Schon als wir am 23.06.02 mit dem Bus nach Harlingen gefahren sind, wurde die Arbeit für den nächsten Tag eingeteilt (Brötchen holen, Frühstück machen, kleiner Imbiss/ großer Imbiss, einkaufen, Abendessen machen und natürlich sauber machen). Auf dem Schiff wurde die Arbeit immer abends eingeteilt.
In Harlingen und auf Terschelling war der Bäcker sehr nah dran. Aber auf Vlieland und einer Stadt am Ijsselmeer war der Bäcker zu weit weg. Da haben wir uns die Brötchen bringen lassen. Wenn man sich für Brötchenholen eingetragen hat, musste man gleichzeitig Frühstück machen. Und auch nachher das schmutzige Geschirr und Besteck spülen. Dafür war der
"Saubermachdienst" nicht verantwortlich. Da es nur auf "wirklich" großen Schiffen eine Spülmaschine gibt, mussten wir alles mit der Hand spülen. Spülen war die anstrengendste Arbeit, die es auf dem Schiff gab.

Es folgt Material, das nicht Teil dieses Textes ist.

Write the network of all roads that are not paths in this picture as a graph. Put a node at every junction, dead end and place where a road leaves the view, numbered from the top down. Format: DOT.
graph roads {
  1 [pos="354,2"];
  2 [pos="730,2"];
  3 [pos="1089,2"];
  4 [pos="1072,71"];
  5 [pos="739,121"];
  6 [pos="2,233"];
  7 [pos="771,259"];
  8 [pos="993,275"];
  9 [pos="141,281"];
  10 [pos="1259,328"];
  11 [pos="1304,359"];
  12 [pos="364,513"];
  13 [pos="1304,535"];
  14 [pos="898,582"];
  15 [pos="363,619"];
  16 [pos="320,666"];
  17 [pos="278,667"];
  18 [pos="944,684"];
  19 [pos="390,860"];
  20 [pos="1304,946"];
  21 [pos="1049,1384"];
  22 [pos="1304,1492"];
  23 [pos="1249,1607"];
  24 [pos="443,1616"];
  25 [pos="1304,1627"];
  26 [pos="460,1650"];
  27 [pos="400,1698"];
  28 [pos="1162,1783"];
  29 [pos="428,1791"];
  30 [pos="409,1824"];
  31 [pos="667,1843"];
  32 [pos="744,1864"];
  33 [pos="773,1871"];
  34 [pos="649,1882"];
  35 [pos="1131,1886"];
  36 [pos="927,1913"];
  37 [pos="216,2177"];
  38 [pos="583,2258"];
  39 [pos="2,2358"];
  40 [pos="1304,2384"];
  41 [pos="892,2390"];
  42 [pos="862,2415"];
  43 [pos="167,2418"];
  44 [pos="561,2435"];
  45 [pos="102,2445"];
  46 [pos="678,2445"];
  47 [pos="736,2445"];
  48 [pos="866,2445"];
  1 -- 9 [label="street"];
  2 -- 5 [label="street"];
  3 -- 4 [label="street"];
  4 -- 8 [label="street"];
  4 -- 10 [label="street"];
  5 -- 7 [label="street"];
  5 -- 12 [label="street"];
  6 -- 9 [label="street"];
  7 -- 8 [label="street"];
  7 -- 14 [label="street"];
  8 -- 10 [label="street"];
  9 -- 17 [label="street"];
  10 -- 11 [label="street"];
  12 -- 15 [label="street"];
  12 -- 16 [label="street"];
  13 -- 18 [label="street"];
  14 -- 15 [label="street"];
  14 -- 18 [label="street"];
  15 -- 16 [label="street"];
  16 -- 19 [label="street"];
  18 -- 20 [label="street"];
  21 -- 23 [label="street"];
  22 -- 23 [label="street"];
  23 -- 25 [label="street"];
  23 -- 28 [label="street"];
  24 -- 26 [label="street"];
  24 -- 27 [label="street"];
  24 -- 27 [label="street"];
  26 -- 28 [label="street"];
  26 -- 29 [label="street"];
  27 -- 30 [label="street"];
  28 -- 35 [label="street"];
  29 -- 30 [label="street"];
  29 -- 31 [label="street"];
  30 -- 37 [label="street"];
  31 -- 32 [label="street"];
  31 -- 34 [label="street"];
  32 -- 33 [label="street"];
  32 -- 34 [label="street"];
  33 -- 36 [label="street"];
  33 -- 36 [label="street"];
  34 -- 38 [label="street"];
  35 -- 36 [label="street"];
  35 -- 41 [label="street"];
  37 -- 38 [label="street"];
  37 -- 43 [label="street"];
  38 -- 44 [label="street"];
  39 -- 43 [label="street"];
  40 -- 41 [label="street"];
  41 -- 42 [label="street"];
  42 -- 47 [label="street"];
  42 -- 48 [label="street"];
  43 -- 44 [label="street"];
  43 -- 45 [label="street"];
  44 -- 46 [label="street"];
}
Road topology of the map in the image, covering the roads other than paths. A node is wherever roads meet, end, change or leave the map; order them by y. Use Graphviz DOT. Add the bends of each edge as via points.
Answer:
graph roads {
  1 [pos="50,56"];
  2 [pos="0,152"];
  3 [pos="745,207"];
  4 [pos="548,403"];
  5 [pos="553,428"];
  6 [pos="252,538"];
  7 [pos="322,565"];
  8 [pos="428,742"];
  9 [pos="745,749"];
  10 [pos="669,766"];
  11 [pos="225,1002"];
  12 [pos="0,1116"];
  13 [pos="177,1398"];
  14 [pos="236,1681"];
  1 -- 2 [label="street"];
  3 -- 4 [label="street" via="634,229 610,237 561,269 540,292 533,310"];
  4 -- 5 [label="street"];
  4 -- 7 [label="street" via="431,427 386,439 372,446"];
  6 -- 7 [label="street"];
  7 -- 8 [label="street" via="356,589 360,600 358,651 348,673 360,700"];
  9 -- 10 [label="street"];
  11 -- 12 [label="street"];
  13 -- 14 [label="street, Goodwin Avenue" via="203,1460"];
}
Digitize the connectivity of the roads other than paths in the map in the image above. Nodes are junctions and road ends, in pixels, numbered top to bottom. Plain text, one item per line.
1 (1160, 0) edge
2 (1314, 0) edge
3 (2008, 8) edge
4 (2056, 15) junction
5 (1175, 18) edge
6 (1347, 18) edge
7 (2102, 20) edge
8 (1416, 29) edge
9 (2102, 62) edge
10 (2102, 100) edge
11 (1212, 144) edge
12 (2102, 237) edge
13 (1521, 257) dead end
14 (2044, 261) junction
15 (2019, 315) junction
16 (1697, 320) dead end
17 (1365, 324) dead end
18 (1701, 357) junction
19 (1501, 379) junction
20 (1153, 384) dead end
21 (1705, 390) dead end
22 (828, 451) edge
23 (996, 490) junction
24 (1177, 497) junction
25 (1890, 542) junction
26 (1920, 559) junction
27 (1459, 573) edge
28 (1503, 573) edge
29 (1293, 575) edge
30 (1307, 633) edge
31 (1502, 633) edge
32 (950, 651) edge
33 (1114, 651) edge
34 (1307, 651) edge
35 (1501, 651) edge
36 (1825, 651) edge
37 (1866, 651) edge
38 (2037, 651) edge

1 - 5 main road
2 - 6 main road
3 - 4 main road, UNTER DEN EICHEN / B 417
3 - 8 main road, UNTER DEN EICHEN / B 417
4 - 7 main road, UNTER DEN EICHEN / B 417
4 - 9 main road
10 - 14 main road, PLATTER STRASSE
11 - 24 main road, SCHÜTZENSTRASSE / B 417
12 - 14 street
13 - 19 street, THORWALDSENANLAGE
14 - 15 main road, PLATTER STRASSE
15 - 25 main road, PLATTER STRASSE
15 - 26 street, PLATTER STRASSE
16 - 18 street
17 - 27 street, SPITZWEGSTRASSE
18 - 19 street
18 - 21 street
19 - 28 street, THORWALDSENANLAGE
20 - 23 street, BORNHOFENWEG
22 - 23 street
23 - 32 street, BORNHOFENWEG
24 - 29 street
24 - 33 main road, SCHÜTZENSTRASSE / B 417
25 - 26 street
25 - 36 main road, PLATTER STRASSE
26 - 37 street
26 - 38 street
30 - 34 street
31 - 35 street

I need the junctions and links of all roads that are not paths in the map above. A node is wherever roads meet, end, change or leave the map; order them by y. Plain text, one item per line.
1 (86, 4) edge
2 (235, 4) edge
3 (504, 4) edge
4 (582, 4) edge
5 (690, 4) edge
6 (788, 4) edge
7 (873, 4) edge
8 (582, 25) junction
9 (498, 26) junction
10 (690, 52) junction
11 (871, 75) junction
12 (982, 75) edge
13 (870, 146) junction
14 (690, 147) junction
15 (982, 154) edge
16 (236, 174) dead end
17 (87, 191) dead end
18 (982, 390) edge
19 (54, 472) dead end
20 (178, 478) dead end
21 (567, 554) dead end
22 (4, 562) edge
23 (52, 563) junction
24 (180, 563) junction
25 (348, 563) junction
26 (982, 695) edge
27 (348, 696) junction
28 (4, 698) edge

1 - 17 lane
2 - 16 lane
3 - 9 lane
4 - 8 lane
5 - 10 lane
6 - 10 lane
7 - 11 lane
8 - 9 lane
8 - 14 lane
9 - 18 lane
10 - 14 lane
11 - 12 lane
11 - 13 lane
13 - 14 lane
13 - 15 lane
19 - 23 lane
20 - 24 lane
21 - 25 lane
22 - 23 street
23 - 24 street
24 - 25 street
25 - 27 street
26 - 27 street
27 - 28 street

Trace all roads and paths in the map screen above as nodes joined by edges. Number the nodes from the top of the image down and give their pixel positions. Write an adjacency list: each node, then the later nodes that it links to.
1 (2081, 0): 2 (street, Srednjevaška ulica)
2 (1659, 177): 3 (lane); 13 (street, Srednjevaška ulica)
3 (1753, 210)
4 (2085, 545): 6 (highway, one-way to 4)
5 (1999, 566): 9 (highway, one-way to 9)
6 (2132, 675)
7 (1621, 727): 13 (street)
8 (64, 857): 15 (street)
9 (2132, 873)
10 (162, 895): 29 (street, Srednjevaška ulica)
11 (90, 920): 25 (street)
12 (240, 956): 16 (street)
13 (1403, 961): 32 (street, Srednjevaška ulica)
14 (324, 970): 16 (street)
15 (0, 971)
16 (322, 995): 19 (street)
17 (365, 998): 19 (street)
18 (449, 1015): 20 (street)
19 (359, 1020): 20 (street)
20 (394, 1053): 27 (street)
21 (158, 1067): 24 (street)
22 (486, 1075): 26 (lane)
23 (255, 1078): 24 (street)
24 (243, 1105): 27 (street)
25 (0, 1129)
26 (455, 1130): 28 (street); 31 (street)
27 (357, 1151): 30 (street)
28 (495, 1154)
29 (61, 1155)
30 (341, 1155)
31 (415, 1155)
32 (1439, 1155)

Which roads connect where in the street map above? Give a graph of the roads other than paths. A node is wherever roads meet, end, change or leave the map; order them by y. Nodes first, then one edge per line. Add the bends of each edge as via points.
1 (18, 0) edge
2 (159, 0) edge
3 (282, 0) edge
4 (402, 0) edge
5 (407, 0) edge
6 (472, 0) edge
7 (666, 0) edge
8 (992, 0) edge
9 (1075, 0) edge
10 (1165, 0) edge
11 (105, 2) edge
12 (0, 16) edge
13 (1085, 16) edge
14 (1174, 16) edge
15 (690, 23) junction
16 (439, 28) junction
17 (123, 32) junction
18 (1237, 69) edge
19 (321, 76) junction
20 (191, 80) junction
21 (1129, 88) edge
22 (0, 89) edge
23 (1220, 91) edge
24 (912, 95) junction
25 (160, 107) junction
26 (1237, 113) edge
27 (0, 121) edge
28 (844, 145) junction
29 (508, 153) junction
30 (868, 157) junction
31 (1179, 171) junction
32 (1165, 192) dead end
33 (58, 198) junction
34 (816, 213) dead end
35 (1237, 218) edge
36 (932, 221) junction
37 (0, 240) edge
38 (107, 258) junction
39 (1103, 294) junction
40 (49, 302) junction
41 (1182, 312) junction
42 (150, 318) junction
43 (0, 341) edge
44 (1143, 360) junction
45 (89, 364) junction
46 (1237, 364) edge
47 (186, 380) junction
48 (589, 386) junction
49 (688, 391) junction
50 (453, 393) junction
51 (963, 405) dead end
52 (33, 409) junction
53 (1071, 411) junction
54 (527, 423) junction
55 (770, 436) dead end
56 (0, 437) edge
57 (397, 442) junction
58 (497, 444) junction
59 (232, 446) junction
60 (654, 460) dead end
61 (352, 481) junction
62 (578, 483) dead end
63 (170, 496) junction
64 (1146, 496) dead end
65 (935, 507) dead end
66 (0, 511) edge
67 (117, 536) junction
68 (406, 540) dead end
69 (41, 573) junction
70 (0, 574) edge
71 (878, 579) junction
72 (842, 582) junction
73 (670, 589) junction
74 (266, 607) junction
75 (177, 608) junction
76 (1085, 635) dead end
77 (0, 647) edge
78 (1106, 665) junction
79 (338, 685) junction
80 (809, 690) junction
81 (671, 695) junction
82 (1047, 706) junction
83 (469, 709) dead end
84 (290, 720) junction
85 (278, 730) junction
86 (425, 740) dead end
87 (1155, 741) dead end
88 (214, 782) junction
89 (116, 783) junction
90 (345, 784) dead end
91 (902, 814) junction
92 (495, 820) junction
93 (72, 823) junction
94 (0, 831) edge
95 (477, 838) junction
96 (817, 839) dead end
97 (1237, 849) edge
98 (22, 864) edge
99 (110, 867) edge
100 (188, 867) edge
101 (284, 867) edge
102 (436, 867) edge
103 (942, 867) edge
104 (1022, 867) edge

Wir haben zu Mittag nie etwas Warmes gegessen, wie es wahrscheinlich die meisten von zu Hause kannten. Das Imbissteam hat Brote, Obst und Gemüse zubereitet. Das hat eigentlich gereicht. Wenn man noch Hunger hatte, wurden noch mehr Brote gemacht oder man konnte sich noch etwas in der Stadt kaufen, wenn wir nicht gerade auf dem Meer waren. Am ersten Tag mussten wir am meisten einkaufen. Wir hatten ja nichts, außer ein paar Erbsen und anderen Gemüsesorten. Am meisten haben Vla gekauft. 10 Liter in 5 Stunden war unser Rekord. Jeden Tag mussten wir so viel kaufen. Die Einkaufswagen waren jeden Tag voll. Aber nicht nur von Vla. Auch von anderen Lebensmitteln. In Kisten haben wir immer massenweise alles zum Schiff transportiert.
Zum Abendessen haben wir dann immer etwas Warmes gegessen. Das haben wir immer selber gekocht. Das hat sehr viel Spaß gemacht. Bis auf das Abspülen. Das hat natürlich keinen Spaß gemacht. Aber das muss ja auch sein. Unsere Lehrer haben sogar einen Bericht in die Zeitung stellen lassen, weil uns die Rezepte ausgegangen sind. Wir haben auch ein paar von denen gekocht. Fast alle Gerichte haben geschmeckt. Aber es kann ja auch nicht alles schmecken.

Zuletzt noch zum Saubermachen. Ich selbst musste nicht sauber machen. Dazu gehörte u.a. Kloputzen. Das wollte am Anfang keiner machen. Aber als die, die am ersten Tag die drei Klos saubermachen mussten, sagten, dass das nicht sehr schlimm wäre und nicht besonders ekelig. Da haben sich an den nächsten mehrere zum saubermachen gemeldet. Und die haben auch gesagt, das es wirklich nicht sehr schlimm ist.
Trotz der vielen Arbeit, die es gab, hat das Segeln sehr viel Spaß gemacht.